Monday, July 09, 2007

The Glory Saga

Lately, I’ve been thinking if there is any truth to “souls choosing their birth parents” or some other such intergalactic voodoo---then if one has the fortune or misfortune of being born in The United States, then one has made the choice to forge forward, like an adventurer, and prospect for gold, within oneself and out in the marketplace. Being born here is probably more of a chance thing than a soul thing, and even with this, well, there you are in an individualist-go-get-‘em fantasy land—so with that, you practically have to pull on your pioneer boots, find the best that is in you and sell it across the land. Fight like a dog for as many greenbacks as you can chew into.

But is this really the most efficient use of your time?

Think about sales. All those 0% credit card offers in your mailbox. What a waste of paper. It staggers and saddens, no?

And after seeing Sicko this weekend, shouldn’t we all have basic human dignity? The guarantee that we will not die if we grow ill? Even if we are not rich or even a mild mannered office worker in Nebraska? It does make one want to move to France, the country with the best health care on earth...

As I was flying over the Sierra Nevada Mountains, I had a clear view of Yosemite National Park. Half Dome. El Capitain. Amazing. Yet the mountains were brown, dead brown. I was sitting right over the plane engine and all I could think was, “I fly all the time. And these planes I’m in are just scorching the planet.” I was further scorching the Sierra Nevadas. All I do is scorch.
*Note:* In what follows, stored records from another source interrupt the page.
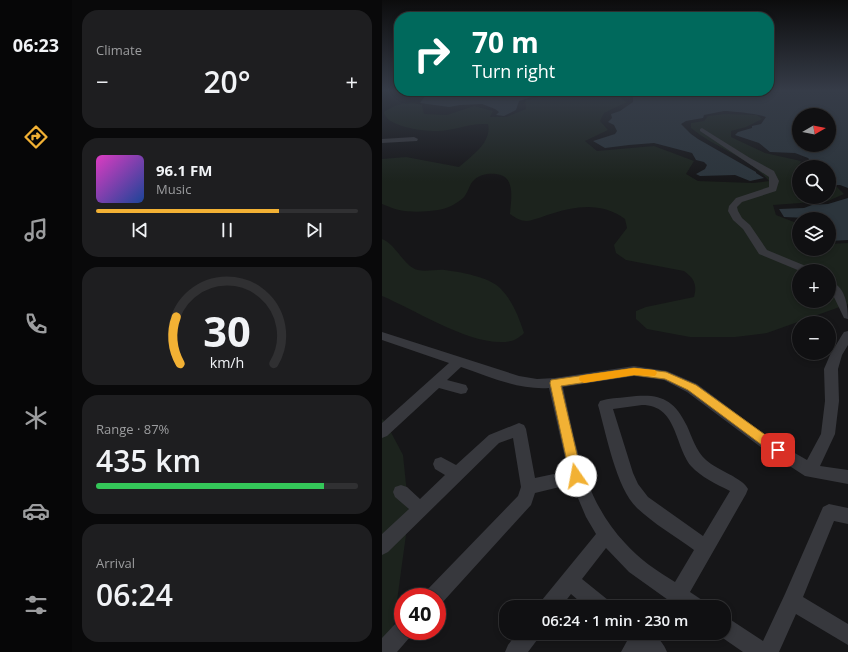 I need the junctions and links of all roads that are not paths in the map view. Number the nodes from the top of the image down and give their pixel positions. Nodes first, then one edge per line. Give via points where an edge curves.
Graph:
1 (702, 130) dead end
2 (414, 139) dead end
3 (382, 141) edge
4 (792, 264) edge
5 (836, 291) edge
6 (848, 315) edge
7 (848, 335) edge
8 (382, 336) edge
9 (459, 361) junction
10 (437, 382) junction
11 (555, 383) junction
12 (461, 389) dead end
13 (382, 432) edge
14 (441, 464) dead end
15 (811, 471) junction
16 (457, 474) junction
17 (576, 476) junction
18 (848, 477) edge
19 (529, 487) junction
20 (401, 492) dead end
21 (420, 509) junction
22 (848, 516) edge
23 (606, 535) junction
24 (382, 546) edge
25 (705, 548) junction
26 (569, 581) junction
27 (442, 588) edge
28 (678, 595) junction
29 (554, 600) edge
30 (592, 600) edge
31 (685, 600) edge
32 (792, 601) junction
33 (731, 632) edge
34 (848, 636) edge
35 (394, 640) edge
36 (524, 640) edge
37 (635, 641) edge
38 (383, 652) edge
39 (515, 652) edge
40 (657, 652) edge
41 (761, 652) edge
42 (768, 652) edge

1 - 4 street via 774,176 773,189 739,200 733,206 733,212 747,227 763,252
2 - 3 street
5 - 6 street
7 - 15 street via 831,369 832,401 828,434
8 - 9 street
9 - 10 street
9 - 11 street via 518,381
10 - 12 street
10 - 13 street
11 - 15 street via 634,371 666,376 692,388 767,444
11 - 17 street
14 - 16 street
15 - 18 street
16 - 19 street via 494,439 519,429
16 - 21 street
17 - 19 street
17 - 23 street via 586,504
19 - 27 street via 525,500
20 - 21 street
21 - 24 street
22 - 32 street via 829,512
23 - 26 street
23 - 28 street via 636,565
25 - 25 street via 740,490 697,461 674,415 655,400 605,405 624,473 632,489 642,502
25 - 28 street
26 - 29 street
26 - 30 street
28 - 31 street
32 - 34 street
32 - 42 street
33 - 41 street
35 - 38 street
36 - 39 street
37 - 40 street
It makes one think that perhaps Americans need to tone it down a bit. There has to be a way for people to do all that they do without all this aggressive consumerism, this grotesque push for gain. Sure, you come out of that Yankee birth canal all gooey and ready to take the land by storm. And if you don’t, very few people will take you seriously as a sexual partner. People have to change their idea about what is a preferred sexual partner.

3 comments:

Rebecca Waring said...

I keep looking for ways to scorch less. I feel like our whole system - social, political and just day-to-day life - is set up to encourage us to scorch as much as possible. When you make a decision to be more conscious about it, you start to feel overwhelmed by the logistics of trying to craft a life of less carbon. How to get to work, stay clean, be comfortable on a hot planet, etc, etc. Everything I could do seems to take more money than I have - solar panels, hybrid cars, etc. And paper or plastic? And what would make the most difference? I wish someone who knows about these things - a scientist - would give us a list of the 10 most important things. I'd try for those first. Instead of the highway signs that say 'Report Suspicious Activity' they could say 'Stop driving!'.

Anonymous said...

Hi Donny! Isn't it stunning the amount of wasted paper and resources -- especially, as you pointed out, the 0% credit card offers that stuff our mailboxes daily? I've started taking the pre-paid envelopes out of them and just sealing them up -- empty -- and dropping them in the mailbox. Perhaps after these people have to shell out a ton of third class mail money for empty envelopes being returned, they'll stop. Of course, it'll take a LOT of us doing that!

David K

Bancha S. said...

Yes, it's what I call the "American Sense of Entitlement".

Sort of a "Manifest Destiny" for the industrial age.

Why is it that Americans feel we have the RIGHT to have whatever we want?

Why do we feel we're not ALLOWED to be inconvenienced?